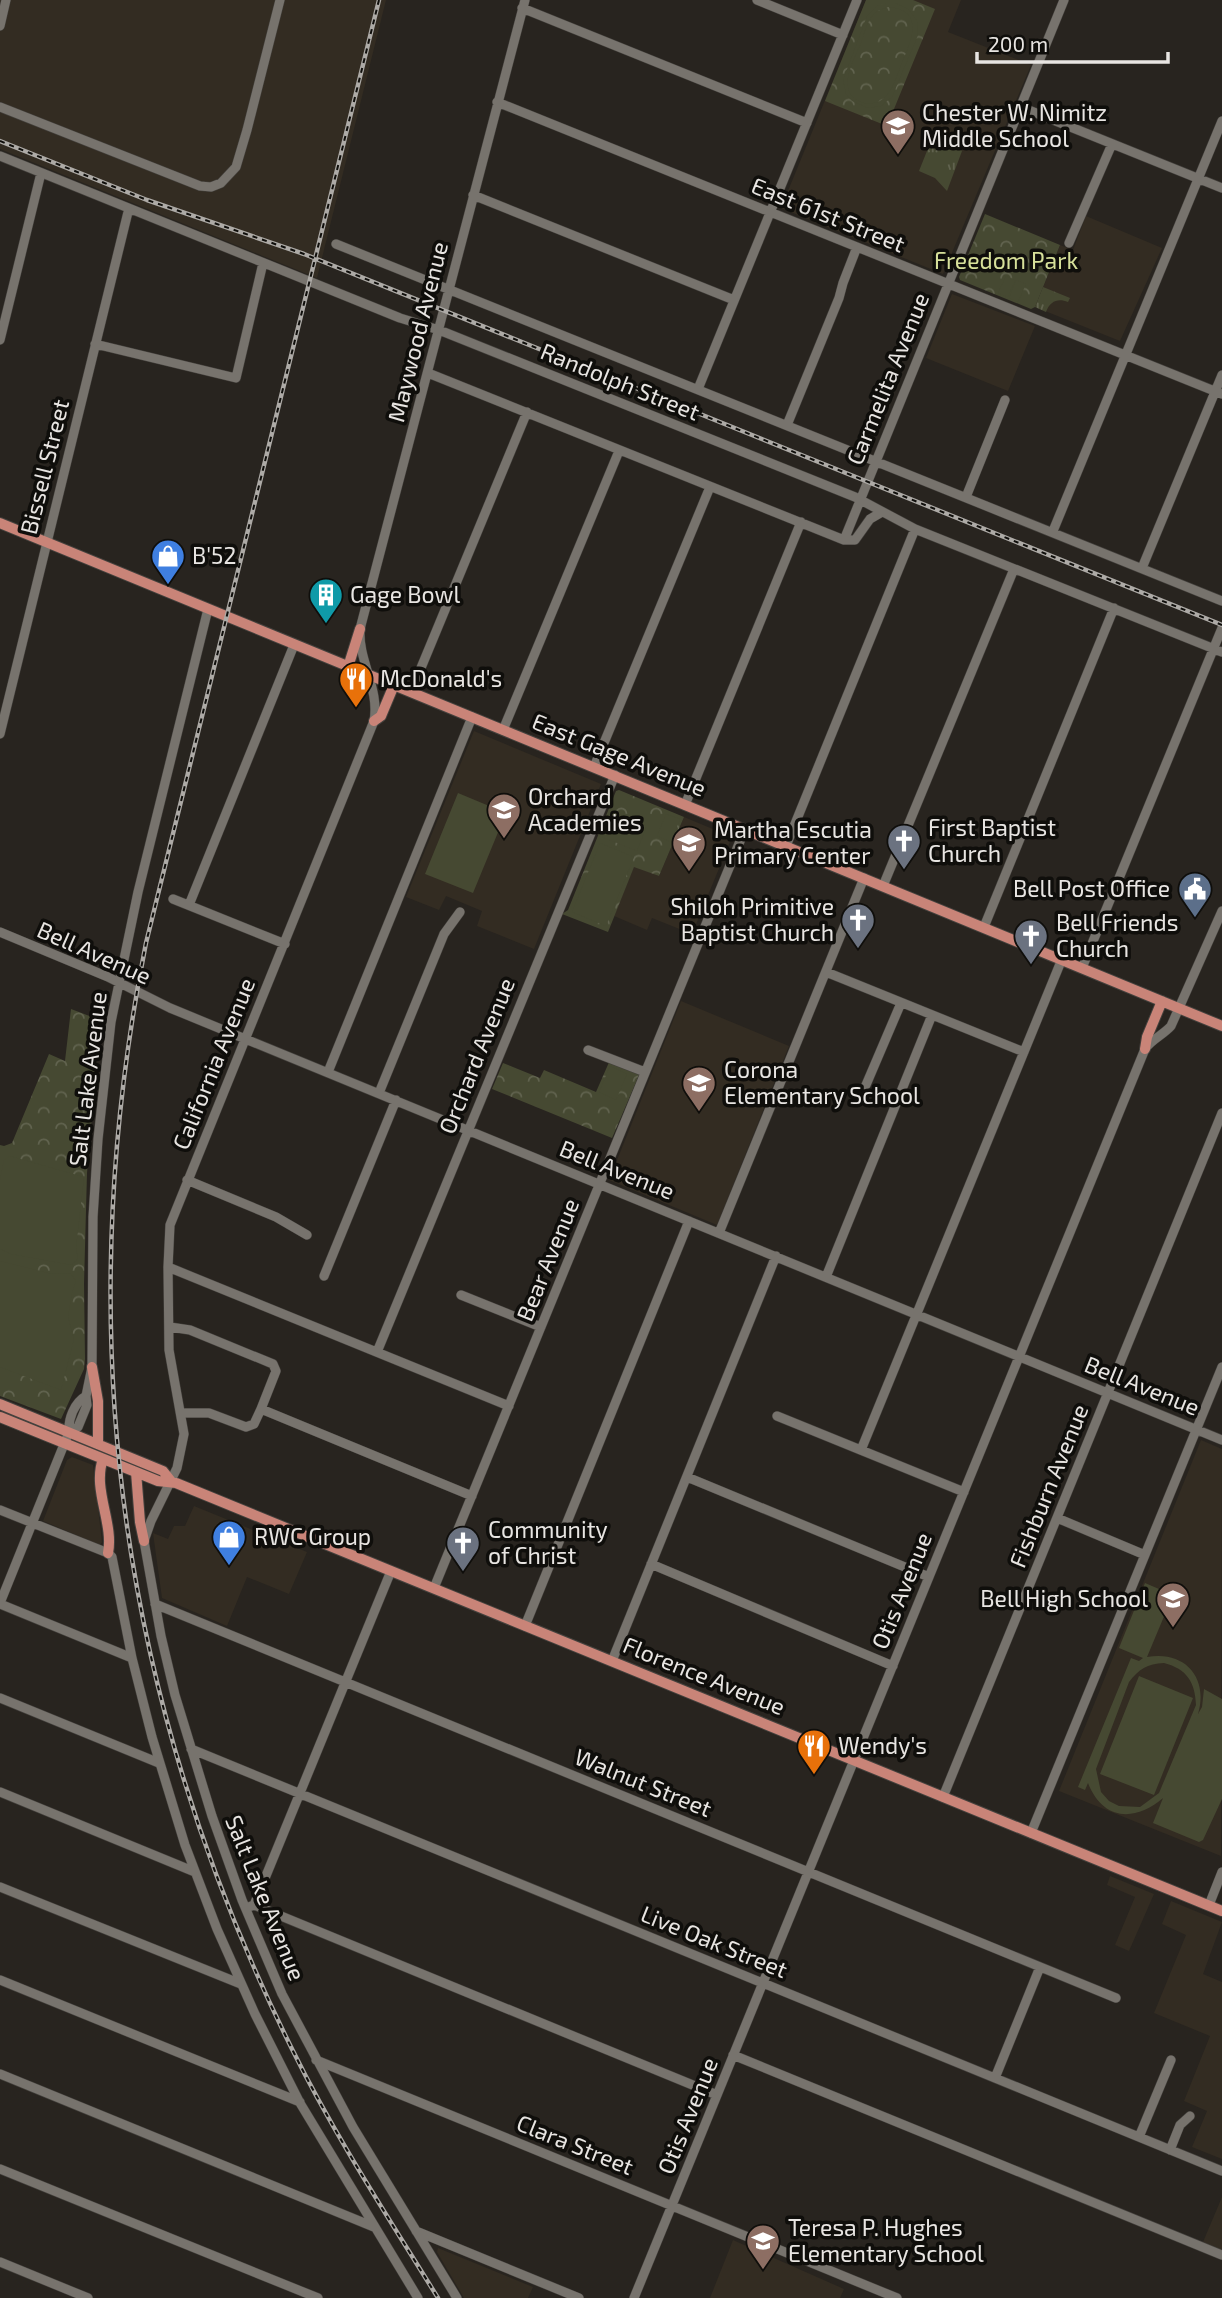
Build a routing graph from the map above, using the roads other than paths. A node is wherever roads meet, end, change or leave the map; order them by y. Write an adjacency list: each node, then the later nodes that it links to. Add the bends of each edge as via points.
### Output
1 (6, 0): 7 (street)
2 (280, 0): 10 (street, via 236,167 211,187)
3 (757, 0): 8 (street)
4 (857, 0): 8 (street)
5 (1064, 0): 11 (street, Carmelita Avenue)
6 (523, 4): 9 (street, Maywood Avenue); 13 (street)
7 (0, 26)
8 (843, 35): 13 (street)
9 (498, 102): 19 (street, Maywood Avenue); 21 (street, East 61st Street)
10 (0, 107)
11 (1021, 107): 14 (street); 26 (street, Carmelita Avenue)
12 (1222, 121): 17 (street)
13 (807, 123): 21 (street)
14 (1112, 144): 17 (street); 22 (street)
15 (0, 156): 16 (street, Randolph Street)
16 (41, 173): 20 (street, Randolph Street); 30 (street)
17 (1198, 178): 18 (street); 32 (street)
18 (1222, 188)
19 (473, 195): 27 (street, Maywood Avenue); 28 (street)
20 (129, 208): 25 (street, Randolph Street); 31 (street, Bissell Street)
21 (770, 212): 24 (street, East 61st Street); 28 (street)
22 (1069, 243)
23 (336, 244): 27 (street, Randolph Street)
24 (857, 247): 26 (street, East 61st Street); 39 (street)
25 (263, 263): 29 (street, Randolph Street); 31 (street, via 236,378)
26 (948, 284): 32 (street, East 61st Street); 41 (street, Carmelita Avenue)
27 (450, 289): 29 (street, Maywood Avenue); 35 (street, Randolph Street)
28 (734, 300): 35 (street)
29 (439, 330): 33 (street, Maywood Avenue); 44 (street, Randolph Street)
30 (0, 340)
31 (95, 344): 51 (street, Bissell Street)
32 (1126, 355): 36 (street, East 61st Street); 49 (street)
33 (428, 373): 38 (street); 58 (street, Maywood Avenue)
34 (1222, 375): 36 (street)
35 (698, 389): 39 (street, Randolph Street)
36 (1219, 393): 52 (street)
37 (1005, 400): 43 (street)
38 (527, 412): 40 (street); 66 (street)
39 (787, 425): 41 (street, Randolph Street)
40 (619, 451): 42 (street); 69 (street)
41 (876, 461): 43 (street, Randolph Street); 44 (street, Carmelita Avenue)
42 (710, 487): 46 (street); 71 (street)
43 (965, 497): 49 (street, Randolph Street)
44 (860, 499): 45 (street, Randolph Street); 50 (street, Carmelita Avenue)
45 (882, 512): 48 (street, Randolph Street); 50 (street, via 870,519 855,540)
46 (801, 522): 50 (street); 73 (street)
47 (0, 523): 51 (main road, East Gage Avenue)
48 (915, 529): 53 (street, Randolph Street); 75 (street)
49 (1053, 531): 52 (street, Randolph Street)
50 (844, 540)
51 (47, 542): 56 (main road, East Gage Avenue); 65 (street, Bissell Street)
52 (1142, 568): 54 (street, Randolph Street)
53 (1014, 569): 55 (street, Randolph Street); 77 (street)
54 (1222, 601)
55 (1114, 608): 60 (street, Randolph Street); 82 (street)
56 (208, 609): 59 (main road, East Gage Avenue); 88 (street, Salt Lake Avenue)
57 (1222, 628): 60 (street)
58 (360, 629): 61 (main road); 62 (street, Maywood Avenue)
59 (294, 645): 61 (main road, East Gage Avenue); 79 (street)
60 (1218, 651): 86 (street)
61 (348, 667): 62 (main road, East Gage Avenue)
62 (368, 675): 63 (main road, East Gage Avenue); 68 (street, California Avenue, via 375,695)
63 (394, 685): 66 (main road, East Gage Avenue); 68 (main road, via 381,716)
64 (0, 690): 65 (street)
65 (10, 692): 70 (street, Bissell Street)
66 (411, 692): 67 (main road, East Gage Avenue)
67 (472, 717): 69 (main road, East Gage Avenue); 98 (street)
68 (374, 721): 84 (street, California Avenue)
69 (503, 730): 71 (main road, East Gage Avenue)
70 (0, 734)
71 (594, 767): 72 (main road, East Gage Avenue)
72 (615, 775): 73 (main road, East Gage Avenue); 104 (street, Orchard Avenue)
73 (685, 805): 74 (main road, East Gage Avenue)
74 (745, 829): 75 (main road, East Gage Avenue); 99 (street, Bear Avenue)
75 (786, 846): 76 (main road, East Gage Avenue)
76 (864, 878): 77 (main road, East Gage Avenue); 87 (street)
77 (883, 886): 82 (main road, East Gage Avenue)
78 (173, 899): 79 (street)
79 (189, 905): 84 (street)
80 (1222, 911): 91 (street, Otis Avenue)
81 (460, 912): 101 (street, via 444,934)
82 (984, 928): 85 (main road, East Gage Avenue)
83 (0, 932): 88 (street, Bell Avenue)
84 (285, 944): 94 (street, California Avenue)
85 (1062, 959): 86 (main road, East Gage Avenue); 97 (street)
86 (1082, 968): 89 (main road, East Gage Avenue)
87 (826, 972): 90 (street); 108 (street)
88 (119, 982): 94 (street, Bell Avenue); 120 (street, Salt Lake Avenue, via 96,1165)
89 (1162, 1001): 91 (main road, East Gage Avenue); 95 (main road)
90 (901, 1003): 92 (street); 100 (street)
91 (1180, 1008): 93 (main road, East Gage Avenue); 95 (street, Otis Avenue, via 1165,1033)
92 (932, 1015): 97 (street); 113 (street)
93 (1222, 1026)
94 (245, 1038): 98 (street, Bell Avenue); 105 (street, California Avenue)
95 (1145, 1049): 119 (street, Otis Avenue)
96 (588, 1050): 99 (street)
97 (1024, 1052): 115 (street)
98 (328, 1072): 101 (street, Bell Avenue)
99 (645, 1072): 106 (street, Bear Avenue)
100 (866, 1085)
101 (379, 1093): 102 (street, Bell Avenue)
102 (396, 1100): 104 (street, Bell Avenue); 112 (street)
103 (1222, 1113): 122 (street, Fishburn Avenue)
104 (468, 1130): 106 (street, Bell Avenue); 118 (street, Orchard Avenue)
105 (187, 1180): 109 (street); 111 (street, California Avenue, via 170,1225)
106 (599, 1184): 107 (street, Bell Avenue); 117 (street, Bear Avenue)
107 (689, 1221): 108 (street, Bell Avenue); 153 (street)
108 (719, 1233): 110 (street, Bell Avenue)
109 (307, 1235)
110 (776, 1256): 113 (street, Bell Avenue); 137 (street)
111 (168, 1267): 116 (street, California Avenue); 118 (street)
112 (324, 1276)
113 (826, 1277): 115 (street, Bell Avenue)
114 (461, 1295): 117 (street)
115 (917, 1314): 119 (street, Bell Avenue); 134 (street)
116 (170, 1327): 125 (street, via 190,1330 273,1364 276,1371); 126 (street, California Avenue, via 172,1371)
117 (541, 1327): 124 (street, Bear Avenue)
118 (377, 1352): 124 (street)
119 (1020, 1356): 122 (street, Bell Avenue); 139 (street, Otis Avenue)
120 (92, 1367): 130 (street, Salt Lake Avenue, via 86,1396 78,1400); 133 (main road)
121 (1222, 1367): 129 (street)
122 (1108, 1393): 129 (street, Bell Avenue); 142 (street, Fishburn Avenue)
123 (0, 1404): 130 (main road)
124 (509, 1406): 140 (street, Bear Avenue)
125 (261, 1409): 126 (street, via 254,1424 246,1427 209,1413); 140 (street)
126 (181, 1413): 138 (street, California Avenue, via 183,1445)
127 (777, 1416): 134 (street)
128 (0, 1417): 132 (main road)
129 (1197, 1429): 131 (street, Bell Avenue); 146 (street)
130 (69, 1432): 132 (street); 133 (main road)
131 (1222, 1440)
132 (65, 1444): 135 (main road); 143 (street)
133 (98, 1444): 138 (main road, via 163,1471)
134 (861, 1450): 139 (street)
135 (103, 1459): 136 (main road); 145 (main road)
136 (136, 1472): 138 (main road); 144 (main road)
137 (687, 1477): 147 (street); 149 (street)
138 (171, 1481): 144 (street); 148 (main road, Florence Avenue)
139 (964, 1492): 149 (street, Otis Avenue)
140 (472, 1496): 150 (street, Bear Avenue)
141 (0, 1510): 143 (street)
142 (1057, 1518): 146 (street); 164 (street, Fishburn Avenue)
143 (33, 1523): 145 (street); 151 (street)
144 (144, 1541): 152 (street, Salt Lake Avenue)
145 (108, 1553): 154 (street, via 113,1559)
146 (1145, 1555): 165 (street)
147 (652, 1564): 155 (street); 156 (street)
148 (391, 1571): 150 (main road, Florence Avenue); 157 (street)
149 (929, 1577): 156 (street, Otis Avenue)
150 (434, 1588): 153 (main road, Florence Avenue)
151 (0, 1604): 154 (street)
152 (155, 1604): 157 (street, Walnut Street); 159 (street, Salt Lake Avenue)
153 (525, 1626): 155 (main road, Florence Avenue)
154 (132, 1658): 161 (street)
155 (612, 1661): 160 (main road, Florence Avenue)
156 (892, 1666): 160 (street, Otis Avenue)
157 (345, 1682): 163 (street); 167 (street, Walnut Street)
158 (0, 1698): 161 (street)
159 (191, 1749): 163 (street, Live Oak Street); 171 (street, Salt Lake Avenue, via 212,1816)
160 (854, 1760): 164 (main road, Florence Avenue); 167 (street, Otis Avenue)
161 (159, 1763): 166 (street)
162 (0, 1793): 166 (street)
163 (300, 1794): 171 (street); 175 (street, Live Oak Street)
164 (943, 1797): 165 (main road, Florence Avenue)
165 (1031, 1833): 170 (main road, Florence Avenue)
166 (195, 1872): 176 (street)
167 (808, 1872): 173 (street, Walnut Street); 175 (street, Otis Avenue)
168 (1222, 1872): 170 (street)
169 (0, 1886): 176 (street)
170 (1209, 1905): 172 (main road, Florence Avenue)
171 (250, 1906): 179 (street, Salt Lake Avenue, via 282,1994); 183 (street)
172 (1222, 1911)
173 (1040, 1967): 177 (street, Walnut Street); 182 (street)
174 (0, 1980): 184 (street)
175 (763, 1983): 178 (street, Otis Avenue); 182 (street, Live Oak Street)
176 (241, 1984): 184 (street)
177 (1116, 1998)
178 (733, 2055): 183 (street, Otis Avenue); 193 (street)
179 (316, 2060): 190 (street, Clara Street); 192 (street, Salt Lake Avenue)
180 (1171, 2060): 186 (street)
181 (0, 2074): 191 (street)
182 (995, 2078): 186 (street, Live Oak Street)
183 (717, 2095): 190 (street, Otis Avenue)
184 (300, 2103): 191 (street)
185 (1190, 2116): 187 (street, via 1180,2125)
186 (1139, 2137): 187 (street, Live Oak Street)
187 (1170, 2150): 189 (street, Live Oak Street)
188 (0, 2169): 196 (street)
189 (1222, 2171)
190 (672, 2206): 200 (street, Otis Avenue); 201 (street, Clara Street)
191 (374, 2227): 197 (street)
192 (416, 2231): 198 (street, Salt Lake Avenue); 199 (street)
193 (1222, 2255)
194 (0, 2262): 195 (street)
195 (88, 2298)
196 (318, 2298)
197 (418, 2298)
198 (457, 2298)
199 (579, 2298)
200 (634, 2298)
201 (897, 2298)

##########

Please report every line of the records above that contains the word "Walnut".

152 (155, 1604): 157 (street, Walnut Street); 159 (street, Salt Lake Avenue)
157 (345, 1682): 163 (street); 167 (street, Walnut Street)
167 (808, 1872): 173 (street, Walnut Street); 175 (street, Otis Avenue)
173 (1040, 1967): 177 (street, Walnut Street); 182 (street)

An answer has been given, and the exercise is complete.